The book is 449 pages, in really small type, and it sometimes gets lost in its tangents, but Smiley has a marvelous gift for creating characters with compelling flaws and for writing great gabs of free-flowing dialogue. It’s a book that may wear you out getting to the finish line, but it keeps pulling you forward nonetheless. It has the rounded pleasures of those old-fashioned pop blockbusters that weren’t afraid to lace a little intelligent dialogue and subtle characterization in between scenes of beautiful people having sex in gorgeously appointed homes.
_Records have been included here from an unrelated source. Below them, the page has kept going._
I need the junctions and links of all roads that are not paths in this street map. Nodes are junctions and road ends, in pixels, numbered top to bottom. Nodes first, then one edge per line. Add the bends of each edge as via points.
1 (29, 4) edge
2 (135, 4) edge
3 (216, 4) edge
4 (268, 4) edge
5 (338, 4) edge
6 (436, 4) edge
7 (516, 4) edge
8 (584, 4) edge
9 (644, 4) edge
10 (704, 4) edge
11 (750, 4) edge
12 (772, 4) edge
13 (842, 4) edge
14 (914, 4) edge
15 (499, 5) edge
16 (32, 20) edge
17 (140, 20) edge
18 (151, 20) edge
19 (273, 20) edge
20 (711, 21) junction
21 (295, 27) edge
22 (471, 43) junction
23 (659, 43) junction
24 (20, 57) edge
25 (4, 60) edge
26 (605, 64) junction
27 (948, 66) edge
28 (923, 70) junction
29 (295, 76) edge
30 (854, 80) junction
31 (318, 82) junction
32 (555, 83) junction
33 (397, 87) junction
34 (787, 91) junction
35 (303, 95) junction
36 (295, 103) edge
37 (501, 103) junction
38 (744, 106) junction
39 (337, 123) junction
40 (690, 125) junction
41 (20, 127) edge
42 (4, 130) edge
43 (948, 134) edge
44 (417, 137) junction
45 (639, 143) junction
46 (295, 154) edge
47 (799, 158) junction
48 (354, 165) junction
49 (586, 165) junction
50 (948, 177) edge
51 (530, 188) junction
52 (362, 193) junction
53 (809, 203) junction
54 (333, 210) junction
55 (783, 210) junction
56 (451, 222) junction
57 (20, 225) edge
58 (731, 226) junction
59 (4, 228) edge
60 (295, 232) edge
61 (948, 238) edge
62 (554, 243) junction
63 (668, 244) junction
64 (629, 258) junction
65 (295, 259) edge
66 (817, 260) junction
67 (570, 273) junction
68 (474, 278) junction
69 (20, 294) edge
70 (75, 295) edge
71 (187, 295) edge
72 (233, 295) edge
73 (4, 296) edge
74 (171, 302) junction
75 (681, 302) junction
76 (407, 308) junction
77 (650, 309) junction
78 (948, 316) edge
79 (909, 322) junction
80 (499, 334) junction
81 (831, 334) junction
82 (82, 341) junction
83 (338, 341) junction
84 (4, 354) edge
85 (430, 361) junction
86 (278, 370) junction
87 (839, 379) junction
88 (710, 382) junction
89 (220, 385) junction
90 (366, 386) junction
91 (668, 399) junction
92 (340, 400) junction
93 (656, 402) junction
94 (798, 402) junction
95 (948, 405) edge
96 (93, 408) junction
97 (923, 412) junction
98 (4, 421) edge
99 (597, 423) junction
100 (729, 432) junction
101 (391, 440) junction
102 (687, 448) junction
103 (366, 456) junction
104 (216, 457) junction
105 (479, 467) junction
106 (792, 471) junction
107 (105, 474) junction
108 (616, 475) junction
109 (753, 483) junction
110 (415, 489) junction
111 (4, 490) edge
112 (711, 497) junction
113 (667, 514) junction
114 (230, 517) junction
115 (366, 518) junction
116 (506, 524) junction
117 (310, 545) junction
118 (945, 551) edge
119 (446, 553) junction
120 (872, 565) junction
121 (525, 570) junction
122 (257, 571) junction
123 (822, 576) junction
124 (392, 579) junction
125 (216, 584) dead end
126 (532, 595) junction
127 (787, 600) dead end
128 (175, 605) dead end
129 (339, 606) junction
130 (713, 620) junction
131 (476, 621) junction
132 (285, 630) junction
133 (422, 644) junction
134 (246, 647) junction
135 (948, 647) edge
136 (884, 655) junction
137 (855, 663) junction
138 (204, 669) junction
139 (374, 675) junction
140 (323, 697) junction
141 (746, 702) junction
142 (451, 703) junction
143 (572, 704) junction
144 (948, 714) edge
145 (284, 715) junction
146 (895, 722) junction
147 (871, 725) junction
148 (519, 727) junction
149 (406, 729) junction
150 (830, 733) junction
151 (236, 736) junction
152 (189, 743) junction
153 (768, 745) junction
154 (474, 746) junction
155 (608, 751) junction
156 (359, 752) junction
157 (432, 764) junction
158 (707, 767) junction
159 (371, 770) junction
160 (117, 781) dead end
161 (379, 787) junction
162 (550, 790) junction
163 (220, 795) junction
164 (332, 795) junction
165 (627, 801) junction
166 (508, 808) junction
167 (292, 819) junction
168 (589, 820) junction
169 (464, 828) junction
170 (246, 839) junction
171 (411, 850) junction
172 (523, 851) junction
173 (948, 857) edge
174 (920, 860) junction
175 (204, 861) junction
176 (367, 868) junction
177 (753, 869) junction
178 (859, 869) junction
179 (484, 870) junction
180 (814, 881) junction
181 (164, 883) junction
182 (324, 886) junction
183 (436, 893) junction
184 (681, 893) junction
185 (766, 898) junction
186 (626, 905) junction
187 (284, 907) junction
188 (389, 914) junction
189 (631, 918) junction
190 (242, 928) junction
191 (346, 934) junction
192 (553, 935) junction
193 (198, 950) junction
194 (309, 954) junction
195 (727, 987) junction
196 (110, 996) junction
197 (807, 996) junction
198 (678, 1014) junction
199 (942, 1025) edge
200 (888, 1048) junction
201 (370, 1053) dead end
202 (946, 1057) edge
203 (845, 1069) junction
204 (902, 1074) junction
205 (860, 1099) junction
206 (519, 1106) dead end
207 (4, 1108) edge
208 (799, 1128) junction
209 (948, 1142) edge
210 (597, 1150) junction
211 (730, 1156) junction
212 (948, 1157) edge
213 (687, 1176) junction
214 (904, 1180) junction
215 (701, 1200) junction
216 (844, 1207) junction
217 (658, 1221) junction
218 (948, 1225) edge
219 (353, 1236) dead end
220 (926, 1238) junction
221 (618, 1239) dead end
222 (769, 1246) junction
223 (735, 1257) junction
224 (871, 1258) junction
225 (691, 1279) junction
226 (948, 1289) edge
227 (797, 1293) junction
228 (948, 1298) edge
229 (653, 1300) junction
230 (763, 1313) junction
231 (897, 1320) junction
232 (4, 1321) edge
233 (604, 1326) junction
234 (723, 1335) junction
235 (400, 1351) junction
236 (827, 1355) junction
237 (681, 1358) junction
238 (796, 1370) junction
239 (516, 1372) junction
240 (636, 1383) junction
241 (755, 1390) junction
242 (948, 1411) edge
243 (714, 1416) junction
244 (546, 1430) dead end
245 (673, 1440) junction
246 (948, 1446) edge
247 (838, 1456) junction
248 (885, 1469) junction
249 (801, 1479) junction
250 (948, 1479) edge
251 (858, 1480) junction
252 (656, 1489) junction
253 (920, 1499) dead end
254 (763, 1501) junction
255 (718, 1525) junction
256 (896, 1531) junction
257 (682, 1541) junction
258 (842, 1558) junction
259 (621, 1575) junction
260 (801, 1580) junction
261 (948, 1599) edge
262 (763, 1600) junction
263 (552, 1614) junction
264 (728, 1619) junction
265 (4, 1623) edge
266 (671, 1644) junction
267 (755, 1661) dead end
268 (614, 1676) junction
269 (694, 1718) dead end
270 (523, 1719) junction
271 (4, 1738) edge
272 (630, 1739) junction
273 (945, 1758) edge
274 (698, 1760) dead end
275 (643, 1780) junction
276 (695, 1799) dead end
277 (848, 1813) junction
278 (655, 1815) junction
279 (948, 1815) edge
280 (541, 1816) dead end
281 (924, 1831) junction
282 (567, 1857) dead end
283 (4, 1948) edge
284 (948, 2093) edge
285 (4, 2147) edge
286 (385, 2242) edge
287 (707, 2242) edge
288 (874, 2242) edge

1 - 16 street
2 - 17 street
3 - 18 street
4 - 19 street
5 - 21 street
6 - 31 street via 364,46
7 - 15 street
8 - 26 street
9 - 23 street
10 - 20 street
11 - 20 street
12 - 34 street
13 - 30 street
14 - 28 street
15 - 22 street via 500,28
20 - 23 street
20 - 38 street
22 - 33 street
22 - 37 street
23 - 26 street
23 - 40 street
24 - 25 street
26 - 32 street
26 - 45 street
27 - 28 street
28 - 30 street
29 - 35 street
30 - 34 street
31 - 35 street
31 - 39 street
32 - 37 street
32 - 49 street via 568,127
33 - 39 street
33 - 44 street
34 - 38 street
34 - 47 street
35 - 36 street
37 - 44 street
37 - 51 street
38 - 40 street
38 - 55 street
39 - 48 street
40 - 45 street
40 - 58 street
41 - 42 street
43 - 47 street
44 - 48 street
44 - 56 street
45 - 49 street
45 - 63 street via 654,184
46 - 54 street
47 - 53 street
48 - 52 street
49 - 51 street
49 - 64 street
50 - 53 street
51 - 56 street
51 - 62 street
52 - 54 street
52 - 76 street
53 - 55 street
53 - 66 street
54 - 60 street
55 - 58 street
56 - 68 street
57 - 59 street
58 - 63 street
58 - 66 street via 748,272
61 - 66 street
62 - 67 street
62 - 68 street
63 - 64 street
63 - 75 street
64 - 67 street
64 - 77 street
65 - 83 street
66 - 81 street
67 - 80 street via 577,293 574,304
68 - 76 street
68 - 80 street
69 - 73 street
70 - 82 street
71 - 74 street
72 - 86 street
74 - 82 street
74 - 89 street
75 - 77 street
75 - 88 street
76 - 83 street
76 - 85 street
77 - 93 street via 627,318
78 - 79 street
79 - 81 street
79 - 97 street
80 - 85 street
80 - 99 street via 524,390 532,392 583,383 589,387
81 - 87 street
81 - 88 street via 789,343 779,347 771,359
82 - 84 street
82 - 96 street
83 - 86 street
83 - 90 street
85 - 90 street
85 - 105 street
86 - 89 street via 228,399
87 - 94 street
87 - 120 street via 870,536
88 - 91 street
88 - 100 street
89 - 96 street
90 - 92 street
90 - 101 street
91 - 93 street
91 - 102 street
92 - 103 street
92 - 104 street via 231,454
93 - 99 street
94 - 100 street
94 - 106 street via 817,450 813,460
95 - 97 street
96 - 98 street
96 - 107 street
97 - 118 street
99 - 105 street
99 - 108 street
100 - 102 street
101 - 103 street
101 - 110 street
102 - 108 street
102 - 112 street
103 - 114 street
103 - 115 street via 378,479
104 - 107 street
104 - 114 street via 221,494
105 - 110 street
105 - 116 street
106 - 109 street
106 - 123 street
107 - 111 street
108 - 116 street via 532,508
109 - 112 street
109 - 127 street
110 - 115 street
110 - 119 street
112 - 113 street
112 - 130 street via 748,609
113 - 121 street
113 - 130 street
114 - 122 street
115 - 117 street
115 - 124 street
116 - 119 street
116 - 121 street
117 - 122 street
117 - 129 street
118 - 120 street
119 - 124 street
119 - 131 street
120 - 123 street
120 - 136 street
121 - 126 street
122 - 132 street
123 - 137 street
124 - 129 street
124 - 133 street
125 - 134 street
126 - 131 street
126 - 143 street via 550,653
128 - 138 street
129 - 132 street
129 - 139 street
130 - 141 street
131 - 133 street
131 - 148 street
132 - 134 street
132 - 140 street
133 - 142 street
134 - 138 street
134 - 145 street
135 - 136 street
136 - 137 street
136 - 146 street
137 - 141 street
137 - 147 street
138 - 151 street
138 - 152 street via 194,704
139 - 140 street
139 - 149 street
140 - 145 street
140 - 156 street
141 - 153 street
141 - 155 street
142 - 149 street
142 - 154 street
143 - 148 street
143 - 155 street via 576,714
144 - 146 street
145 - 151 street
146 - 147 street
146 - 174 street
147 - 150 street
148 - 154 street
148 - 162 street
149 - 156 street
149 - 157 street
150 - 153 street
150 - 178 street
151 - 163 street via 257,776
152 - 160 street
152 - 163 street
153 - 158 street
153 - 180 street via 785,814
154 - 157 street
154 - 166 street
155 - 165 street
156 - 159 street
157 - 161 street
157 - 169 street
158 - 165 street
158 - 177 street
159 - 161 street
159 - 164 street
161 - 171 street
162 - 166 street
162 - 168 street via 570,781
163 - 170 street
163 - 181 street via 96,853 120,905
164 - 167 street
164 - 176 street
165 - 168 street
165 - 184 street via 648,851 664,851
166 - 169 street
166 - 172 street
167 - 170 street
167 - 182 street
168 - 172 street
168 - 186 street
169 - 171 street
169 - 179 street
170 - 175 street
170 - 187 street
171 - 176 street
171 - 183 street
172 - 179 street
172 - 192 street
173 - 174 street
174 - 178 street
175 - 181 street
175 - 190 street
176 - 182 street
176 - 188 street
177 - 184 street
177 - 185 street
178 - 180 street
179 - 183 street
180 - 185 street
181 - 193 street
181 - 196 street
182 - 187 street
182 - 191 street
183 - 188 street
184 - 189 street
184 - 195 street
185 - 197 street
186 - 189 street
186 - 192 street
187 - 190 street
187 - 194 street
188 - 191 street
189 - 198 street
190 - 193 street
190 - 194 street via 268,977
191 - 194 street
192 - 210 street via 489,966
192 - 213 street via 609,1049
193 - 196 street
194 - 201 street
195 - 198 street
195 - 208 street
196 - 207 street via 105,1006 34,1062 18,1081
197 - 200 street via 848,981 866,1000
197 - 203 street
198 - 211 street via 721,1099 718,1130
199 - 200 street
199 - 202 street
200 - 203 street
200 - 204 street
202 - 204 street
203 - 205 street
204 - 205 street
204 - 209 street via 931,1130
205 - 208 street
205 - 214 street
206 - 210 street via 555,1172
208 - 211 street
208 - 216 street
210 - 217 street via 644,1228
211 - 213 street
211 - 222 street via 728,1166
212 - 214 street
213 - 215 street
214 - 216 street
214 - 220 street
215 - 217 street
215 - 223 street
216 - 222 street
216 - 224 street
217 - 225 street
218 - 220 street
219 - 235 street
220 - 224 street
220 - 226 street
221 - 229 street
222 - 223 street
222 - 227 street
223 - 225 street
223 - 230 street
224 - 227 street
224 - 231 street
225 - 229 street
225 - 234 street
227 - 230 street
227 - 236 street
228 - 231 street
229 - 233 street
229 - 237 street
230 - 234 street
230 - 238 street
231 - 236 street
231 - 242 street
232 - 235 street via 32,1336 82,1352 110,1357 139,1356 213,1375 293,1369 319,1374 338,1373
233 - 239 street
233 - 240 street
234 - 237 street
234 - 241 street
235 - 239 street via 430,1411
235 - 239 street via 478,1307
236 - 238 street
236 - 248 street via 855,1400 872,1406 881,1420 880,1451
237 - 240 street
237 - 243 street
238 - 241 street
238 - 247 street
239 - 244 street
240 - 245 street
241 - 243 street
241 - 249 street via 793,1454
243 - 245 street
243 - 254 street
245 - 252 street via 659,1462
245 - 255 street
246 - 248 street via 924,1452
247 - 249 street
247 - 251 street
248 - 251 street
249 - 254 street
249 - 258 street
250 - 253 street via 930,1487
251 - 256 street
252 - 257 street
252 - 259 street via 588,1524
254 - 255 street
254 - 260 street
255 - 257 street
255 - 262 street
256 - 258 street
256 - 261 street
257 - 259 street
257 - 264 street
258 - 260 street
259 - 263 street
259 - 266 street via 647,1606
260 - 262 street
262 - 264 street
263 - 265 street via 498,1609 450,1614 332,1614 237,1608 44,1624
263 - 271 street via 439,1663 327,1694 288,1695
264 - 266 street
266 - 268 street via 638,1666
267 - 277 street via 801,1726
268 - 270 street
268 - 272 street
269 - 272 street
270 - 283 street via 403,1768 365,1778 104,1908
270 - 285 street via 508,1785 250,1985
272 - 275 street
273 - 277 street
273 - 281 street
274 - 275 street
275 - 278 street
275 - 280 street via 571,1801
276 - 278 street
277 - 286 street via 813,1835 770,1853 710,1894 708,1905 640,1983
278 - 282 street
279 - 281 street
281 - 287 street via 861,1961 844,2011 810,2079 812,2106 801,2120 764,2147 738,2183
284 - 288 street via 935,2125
The book begins with Max and his lover Elena, in bed, the morning after attending the Oscars. They are talking about the glamorous evening, and Michael Moore getting booed, and the war, and how Max wants to make a small movie of him and Elena that would do for the indie sex film what My Dinner With Andre did for the indie yapping-and-gnoshing film.

The most fascinating character to me is Elena, a woman who is obsessed with the Iraq War. I’ve met her type in real life, but never in fiction: the person who simply boils with righteous, unceasing hatred for the Bush administration and everything it stands for. What Smiley captures here, almost without you realizing it at first, is this notion of how people endure during dark ages.

Sounds good.

Kind Indie Boots


photo courtesy of Flickr user, Kathryn

Just found a new MP3 blog. A really good one. It’s called LullaByes. This is their claim: “Serving up the sweetest Soundboard recordings and MP3s you’ve ever heard.”

If The Rosebuds’ Saturday South By set at Club de Ville is any indication, LullaByes ain’t lying. This is the kind of stuff that reminds me why we cherish the internets so.

While introducing “Get Up Get Out,” The Rosebuds frontman, Ivan Howard, says, “We just want to say thanks you guys, the blog community, for inviting us out. You guys seriously need a better name than the word blog. The blog is coming!”